6.3_CUDA_Events_CPU_GPU_Synchronization

6.3 CUDA Events: CPU/GPU Synchronization

One of the key features of CUDA events is that they can enable "partial" CPU/GPU synchronization. Instead of full CPU/GPU synchronization where the CPU waits until the GPU is idle, introducing a bubble into the GPU's work pipeline, CUDA events may be recorded into the asynchronous stream of GPU commands. The CPU then can wait until all of the work preceding the event has been done. The GPU can continue doing whatever work was submitted after the cuEventRecord() /CUDAEventRecord().

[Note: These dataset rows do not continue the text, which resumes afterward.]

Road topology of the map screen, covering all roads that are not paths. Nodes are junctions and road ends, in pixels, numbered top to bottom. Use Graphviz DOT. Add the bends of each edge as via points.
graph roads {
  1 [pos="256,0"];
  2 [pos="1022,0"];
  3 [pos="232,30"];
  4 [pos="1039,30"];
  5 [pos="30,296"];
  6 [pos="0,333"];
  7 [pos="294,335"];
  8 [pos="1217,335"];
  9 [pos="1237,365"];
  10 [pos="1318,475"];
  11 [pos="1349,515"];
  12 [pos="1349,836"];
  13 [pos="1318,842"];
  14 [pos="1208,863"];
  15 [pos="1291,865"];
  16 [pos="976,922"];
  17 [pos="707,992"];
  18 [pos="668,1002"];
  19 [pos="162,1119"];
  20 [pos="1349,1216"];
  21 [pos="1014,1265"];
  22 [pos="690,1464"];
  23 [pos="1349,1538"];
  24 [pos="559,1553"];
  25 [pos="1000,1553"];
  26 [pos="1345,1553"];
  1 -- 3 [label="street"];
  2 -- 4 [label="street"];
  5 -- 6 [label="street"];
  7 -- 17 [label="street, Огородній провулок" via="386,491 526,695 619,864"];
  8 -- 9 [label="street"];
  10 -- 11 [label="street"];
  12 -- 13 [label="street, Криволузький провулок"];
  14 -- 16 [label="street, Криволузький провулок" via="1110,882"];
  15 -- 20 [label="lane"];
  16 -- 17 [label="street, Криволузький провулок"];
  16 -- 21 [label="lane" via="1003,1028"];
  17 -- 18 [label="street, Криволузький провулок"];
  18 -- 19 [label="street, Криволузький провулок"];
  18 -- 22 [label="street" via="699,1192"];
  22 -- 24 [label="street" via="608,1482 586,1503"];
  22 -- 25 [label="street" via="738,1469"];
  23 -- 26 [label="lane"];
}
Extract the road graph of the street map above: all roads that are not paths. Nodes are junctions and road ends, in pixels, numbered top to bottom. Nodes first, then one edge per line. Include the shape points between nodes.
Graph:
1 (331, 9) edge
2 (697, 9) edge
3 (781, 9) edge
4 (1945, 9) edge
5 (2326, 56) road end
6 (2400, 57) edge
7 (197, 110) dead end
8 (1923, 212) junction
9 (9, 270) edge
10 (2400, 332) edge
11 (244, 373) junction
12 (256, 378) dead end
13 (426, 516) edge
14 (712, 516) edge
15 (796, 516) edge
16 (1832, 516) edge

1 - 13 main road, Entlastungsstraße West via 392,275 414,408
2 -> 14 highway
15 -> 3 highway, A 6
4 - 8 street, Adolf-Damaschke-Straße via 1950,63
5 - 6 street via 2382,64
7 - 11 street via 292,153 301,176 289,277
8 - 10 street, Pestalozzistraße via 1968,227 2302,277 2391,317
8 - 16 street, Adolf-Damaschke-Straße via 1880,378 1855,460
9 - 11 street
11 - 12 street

As an example of CPU/GPU concurrency, Listing 6.2 gives a memcpy routine for pageable memory. The code for this program implements the algorithm described in Figure 6.3 and is located in pageableMemcpyHtoD.cu. It uses two pinned memory buffers, stored in global variables declared as follows.

void \*g_hostBuffers[2];

and two CUDA events declared as

cudaEvent_t g_events[2];

Listing 6.2 chMemcpyHtoD() --pageable memcpy.

void  
chMemcpyHtoD(void *device, const void *host, size_t N)  
{  
   udaError_t status;  
    char *dst = (char *) device;  
    const char *src = (const char *) host;